How did you end up writing this with Nick Murphy?
O’DOWD: Well, he’s a mate of mine for maybe 10 or 12 years, since college, essentially. I had read some of his stuff. He hadn’t really had anything made before, but I liked his stuff. He’s from Ireland, as well, and a small town, so he knew what that world would be like. I thought it would be fun for us to do together, and it worked out great. He’s the structured one, and I’m just the hot mess. I never thought I’d refer to myself as a hot mess.
O’DOWD: I didn’t want a really young kid because it’s hard to find actors that would be good.

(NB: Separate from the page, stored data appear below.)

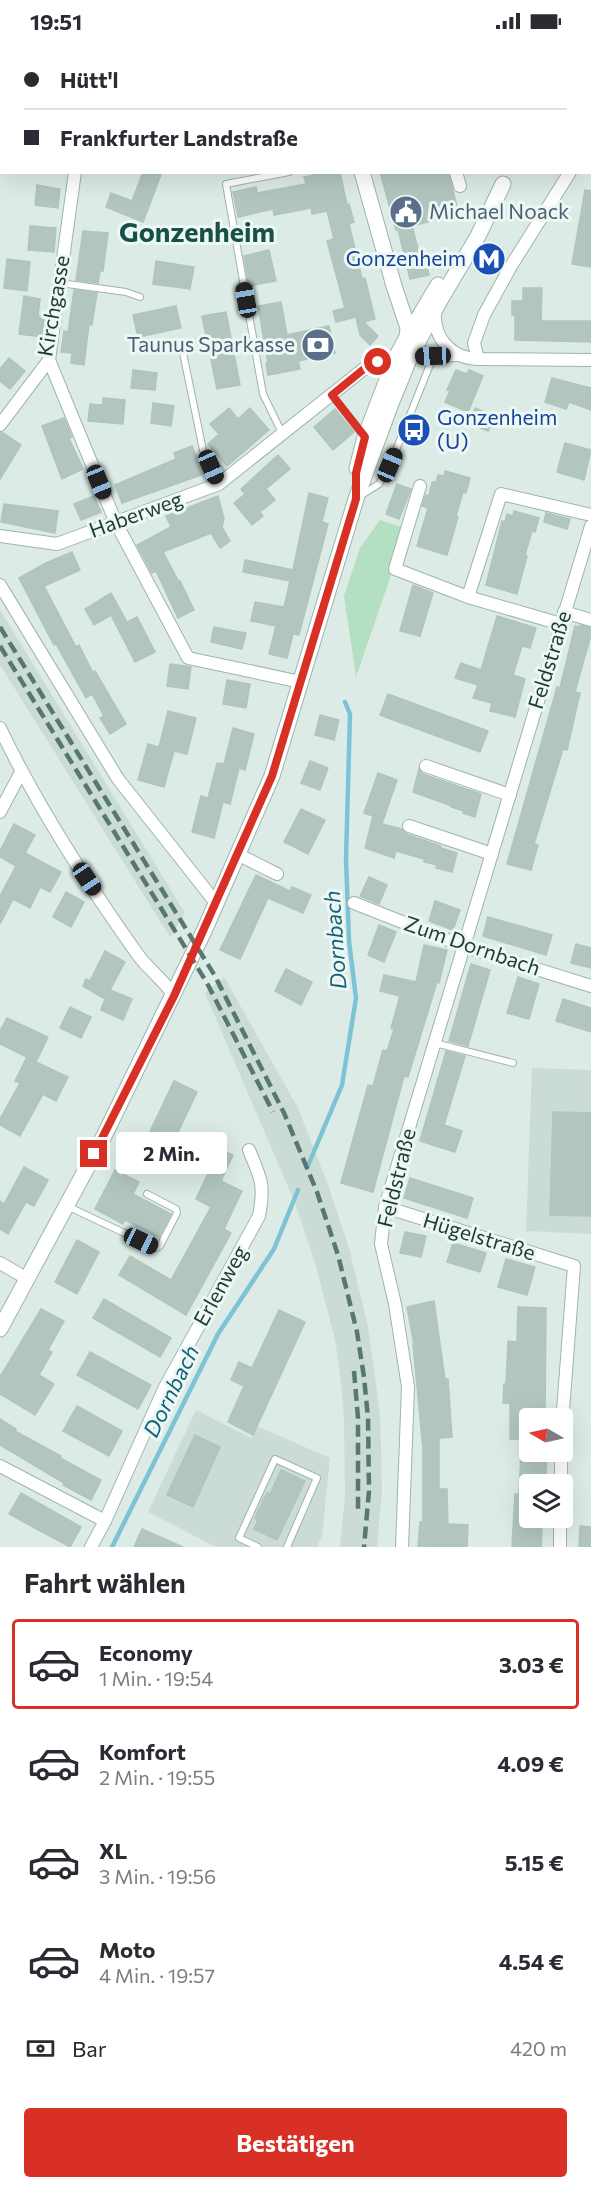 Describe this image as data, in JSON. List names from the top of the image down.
{
  "streets": {
    "street": [
      "Kirchgasse",
      "Haberweg",
      "Feldstraße",
      "Zum Dornbach",
      "Hügelstraße",
      "Erlenweg"
    ]
  },
  "crossings": [
    ["Feldstraße", "Zum Dornbach"],
    ["Feldstraße", "Hügelstraße"]
  ],
  "districts": ["Gonzenheim"],
  "water": ["Dornbach"],
  "places": {
    "public building": ["Michael Noack"],
    "metro station": ["Gonzenheim"],
    "bank": ["Taunus Sparkasse"],
    "bus stop": ["Gonzenheim (U)"]
  },
  "north": "left",
  "page": {
    "status": "19:51",
    "banner": ["Hütt'l", "Frankfurter Landstraße"],
    "bubble": "2 Min.",
    "heading": "Fahrt wählen",
    "list": [
      {
        "name": "Economy",
        "note": "1 Min. · 19:54",
        "value": "3.03 €"
      },
      {
        "name": "Komfort",
        "note": "2 Min. · 19:55",
        "value": "4.09 €"
      },
      {
        "name": "XL",
        "note": "3 Min. · 19:56",
        "value": "5.15 €"
      },
      {
        "name": "Moto",
        "note": "4 Min. · 19:57",
        "value": "4.54 €"
      }
    ],
    "pay": ["Bar", "420 m"],
    "buttons": "Bestätigen"
  }
}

I wanted someone who was pre-adolescent. We wanted to start off with someone where girls weren’t a part of his life. He’s someone who is still a child, but is on the verge. I think that’s a very interesting time. Also, for some reason, I remember stuff from that age, very well. I can’t remember my teenage years very well, so presumably, the show is going to get worse and worse.
Was it challenging to find the right actor to play Martin Moone?
O’DOWD: We saw a lot of kids. The one thing that I wanted was kids who hadn’t been on camera before. I’ve been at castings where they have, and they’re generally that smiley, happy kid with the teeth and the hair that I have interest in. I wanted somebody who probably hadn’t done that before. So, we went out to the country, to very small towns close to where I’m from, where there’s no show biz and did open casting sessions. I saw maybe 200 kids, and I was honestly worried, at one stage. I don’t think I had worried about the fact that the kid was very important to the show, until we saw so many terrible child actors. And then, David [Rawle] walked in and he was just great. He was shy, but he did sparkle when the camera was on him. There’s something about him. He’s a very sweet, very polite, very well-mannered kid, but he’s mischievous and very smart. I thanked my fortune when he came in because it changed everything.
Was it important to you that nobody ever really make fun of him for having an imaginary friend?
O’DOWD: Yeah. Once you do, then that’s the end of it. You almost resent the fact that he has an imaginary friend because you love him so much, as an audience member. It ends the joke. Also, you don’t want to see him being ridiculed. He has so many faults that the fact that he has an imaginary friend is the least of his worries.
As the imaginary friend, you play the banjo, dance and even wear ladies’ high heels. Was there anything that you weren’t willing to do?
O’DOWD: I get to play a lot in this, which is great. I would happily go to any lengths. We’ve done a second series and we’re about to start shooting the third series, and my role in it gets more and more ridiculous, just to fulfill my own fantasies.
O’DOWD: That was exactly it, to be honest. That was hugely important. It would have felt silly. I’ve got loads of nieces and nephews, and sometimes I watch shows with them and they find the show dumb. It’s made for them, but they find it dumb. It’s been so desensitized that it’s barely worth watching. I wanted to make a show for smart kids, and hopefully adults will watch it, as well.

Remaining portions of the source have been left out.